Die Führungskräfte-Seminare wirken positiv
In einem bundesweit bisher einmaligen Projekt zur Führungskräftequalifikation bietet die Landesregierung von Rheinland-Pfalz flächendeckend Trainings an. Die Zielgruppe: Führungspersonen im Pflege- und Funktionsdienst von Krankenhäusern und psychiatrischen Einrichtungen. Das Motiv: „Ein wesentlicher Beitrag zur Fachkräftesicherung in der Pflege ist eine gute Mitarbeiterführung“, heißt es in Beschreibung des Bildungsprojekts, das vom Mainzer Gesundheitsministerium initiiert wurde und vom DKI Düsseldorf realisiert wird, dem wissenschaftlichen Institut der Deutschen Krankenhausgesellschaft (DKG).
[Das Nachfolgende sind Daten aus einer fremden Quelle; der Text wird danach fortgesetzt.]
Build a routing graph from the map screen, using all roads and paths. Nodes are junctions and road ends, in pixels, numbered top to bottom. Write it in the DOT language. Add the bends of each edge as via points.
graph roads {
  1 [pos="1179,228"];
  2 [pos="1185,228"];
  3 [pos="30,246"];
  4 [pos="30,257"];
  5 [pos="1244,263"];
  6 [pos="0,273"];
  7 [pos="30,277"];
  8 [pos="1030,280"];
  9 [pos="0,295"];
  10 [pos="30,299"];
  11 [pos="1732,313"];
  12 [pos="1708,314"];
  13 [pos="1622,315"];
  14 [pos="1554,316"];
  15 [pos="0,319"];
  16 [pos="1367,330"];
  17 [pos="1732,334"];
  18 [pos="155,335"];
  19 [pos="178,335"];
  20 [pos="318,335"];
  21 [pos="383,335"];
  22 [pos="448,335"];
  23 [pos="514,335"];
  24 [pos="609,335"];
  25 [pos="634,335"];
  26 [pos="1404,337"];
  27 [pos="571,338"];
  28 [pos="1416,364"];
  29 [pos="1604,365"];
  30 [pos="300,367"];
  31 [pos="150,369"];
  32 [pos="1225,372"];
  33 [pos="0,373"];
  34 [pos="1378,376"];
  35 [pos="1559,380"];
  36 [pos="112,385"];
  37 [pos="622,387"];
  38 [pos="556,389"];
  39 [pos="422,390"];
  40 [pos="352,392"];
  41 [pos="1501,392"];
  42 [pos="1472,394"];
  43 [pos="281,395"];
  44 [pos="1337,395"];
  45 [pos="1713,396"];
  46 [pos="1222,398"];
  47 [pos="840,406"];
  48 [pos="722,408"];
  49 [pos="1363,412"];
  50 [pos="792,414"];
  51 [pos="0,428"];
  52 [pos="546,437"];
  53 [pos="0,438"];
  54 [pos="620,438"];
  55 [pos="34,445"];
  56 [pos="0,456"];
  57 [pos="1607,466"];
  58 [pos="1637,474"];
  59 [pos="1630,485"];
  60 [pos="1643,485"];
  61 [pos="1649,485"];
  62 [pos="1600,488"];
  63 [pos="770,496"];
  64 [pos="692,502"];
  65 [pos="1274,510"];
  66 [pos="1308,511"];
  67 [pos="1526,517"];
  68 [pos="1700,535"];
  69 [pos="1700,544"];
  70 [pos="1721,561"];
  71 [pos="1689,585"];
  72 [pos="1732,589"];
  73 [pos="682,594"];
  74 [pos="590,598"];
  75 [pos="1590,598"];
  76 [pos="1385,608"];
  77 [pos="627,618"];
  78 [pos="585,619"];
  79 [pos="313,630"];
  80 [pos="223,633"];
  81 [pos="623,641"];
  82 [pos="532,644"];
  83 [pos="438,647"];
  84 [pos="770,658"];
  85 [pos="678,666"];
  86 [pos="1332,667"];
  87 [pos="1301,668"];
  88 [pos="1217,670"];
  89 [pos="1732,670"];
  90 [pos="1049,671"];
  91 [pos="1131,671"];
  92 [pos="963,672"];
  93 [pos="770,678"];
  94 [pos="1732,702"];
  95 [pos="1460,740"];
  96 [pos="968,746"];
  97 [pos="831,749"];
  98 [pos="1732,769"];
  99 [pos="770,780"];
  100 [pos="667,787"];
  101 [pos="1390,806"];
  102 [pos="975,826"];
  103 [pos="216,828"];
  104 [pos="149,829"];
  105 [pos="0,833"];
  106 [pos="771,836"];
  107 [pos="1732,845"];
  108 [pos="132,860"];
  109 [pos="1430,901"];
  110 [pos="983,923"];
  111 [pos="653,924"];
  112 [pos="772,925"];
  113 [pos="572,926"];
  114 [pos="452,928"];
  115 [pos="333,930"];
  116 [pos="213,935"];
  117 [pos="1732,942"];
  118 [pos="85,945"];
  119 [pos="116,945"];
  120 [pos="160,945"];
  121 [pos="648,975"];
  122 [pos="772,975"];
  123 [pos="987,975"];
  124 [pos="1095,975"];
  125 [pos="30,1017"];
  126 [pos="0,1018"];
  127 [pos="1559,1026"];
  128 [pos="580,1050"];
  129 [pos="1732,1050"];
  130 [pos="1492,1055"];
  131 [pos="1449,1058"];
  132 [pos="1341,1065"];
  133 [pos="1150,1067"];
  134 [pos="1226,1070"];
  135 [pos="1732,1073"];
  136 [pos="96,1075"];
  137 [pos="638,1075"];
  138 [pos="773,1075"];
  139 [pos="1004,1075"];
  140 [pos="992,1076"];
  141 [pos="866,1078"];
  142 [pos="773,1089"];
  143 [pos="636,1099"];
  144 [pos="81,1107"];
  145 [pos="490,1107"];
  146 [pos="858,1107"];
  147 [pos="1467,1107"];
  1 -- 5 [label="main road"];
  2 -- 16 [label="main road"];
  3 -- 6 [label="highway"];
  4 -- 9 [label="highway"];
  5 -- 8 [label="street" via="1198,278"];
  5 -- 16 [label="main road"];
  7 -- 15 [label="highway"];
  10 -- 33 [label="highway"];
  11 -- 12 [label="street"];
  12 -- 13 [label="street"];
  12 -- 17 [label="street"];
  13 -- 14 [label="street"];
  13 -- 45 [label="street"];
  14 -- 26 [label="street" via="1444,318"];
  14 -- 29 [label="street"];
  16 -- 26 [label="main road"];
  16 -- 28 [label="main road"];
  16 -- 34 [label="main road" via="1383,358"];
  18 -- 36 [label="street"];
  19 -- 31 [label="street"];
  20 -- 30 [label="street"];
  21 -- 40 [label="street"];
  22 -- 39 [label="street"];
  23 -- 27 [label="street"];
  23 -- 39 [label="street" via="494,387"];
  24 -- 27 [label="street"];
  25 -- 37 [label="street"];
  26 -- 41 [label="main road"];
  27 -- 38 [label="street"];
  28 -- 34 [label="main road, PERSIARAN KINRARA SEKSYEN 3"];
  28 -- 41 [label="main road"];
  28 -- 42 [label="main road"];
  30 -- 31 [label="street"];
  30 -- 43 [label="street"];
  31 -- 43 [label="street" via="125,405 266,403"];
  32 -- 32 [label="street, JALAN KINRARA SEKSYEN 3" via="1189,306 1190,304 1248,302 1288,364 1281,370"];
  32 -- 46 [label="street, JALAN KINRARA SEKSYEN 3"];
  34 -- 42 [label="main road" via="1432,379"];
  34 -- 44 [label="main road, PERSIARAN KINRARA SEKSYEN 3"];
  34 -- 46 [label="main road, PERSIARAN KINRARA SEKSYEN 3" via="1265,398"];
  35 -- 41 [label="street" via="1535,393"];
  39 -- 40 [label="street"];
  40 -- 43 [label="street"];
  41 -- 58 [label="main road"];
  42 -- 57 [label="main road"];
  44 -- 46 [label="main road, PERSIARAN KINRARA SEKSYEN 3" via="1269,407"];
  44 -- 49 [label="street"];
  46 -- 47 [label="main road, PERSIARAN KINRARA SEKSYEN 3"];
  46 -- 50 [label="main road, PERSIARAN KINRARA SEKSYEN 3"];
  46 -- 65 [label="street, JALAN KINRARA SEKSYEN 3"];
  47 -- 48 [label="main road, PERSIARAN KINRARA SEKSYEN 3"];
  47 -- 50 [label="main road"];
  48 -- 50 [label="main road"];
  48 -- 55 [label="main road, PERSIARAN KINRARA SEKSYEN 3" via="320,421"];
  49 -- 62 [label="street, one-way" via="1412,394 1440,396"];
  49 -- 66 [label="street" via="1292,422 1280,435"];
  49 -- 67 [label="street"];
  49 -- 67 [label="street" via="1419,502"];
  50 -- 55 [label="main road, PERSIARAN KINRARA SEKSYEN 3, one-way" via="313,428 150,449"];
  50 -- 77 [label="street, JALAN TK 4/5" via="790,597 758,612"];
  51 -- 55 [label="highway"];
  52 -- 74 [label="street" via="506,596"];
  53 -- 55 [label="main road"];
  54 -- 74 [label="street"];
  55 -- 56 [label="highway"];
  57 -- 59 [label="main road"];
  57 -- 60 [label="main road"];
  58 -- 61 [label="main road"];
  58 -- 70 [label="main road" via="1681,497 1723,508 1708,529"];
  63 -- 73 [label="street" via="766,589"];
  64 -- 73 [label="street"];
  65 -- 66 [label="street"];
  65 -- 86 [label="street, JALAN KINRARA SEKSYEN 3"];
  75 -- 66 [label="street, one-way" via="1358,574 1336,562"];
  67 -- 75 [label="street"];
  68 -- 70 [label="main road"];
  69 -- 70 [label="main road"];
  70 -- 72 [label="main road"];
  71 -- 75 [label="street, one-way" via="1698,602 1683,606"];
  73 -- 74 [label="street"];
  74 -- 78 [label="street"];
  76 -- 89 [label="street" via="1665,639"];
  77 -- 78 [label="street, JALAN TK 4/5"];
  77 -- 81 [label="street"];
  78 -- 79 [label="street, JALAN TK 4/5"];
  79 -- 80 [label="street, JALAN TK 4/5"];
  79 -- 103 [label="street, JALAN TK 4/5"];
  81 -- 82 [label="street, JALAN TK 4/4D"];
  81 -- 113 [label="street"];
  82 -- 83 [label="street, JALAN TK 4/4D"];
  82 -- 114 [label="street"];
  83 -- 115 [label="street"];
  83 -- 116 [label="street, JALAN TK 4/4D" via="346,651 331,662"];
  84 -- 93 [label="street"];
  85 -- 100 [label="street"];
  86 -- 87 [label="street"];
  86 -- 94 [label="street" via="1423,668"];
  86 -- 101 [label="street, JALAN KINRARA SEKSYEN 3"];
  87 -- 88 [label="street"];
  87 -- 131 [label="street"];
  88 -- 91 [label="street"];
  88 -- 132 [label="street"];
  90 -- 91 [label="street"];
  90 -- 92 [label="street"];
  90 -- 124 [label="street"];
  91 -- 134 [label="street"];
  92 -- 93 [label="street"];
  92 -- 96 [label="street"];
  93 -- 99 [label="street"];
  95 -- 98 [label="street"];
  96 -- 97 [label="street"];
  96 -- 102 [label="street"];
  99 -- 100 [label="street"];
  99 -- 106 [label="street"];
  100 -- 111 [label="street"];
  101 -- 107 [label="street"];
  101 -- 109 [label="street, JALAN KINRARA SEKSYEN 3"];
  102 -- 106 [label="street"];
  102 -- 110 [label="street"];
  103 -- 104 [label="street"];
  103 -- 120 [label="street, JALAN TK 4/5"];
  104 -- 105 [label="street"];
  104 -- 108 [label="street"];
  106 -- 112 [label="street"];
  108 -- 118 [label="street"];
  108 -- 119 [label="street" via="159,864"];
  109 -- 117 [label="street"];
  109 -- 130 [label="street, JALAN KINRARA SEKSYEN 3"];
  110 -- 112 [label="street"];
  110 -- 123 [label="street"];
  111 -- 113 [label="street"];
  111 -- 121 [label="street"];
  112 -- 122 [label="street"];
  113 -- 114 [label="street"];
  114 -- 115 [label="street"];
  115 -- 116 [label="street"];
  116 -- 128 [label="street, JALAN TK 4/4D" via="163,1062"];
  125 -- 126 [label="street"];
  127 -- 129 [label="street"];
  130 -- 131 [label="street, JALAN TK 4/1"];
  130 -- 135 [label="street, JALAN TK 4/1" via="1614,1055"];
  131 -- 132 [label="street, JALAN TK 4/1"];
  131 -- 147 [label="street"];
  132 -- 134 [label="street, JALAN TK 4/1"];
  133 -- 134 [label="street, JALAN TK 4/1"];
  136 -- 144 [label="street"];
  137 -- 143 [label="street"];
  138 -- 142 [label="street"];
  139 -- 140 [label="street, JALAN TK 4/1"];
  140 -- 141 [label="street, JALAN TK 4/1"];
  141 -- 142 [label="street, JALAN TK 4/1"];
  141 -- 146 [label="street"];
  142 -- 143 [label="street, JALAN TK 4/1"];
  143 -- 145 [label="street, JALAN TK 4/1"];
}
Mitarbeiter sind motivierter, Burnout-Risiko reduziert sich
Vorausgegangen war eine inzwischen erfolgreich abgeschlossene Testphase an sechs rheinland-pfälzischen Krankenhäusern. Hier bestätigte sich, dass ein sogenannter transformationaler Führungsstil besonders hilfreich ist. „Wir haben bei den Teilnehmern nachweisen können, dass Mitarbeiter bei Transformationaler Führung an ihrem Arbeitsplatz zufriedener und im Team engagierter sind, dass sie sich leichter mit Ihrer Tätigkeit identifizieren können und dass sich Stress und Burnout-Gefahr reduzieren lassen.“
Was ist transformationale Führung?
„Transformationale Führung bedeutet, dass Sie als Führungskraft als Vorbild wirken, dadurch mehr Glaubwürdigkeit und Authentizität besitzen und so in einer ganz natürlichen Weise die entscheidende Rolle in der Station einnehmen“, sagt DKI-Expertin Löffert. „Die Mitarbeiter haben Vertrauen zu Ihnen, aber fühlen sich Ihnen gegenüber auch verpflichtet. Sie zeigen Wertschätzung für deren Arbeit und geben dieser Arbeit einen Sinn. Und Sie regen die Mitarbeiter zu selbstständigem Denken und eigenverantwortlichem Handeln an, kennen und schätzen deren Stärken und fördern ihre Weiterentwicklung.“
Eigenanteil für Arbeitgeber: 2.150 Euro pro Teilnehmer
Diesen Führungsstil will das in Fachkreisen als „fortschrittlich“ geltende Gesundheitsministerium von Rheinland-Pfalz nun in weiteren 25 Krankenhäusern des Bundeslands etablieren. Damit möglichst viele Führungskräfte an dem Bildungsprogramm teilnehmen können, schießt das Ministerium 200.000 Euro plus Mehrwertsteuer an Fördermitteln zu. Der Eigenanteil des Arbeitgebers reduziert sich damit auf 2.150 Euro zuzüglich Mehrwertsteuer. Damit die Anfahrtswege möglichst kurz sind, finden die Gruppen-Workshops in fünf Regionen statt: Trier, Rheinhessen-Nahe, Westpfalz, Rheinpfalz und Mittelrhein-Westerwald. Ideal wäre, wenn sich pro Haus sechs Teilnehmer fänden. „Aber auch kleine Krankenhäuser und Pflegeeinrichtungen mit nur zwei bis drei Interessierten können teilnehmen“, sagt Sabine Löffert.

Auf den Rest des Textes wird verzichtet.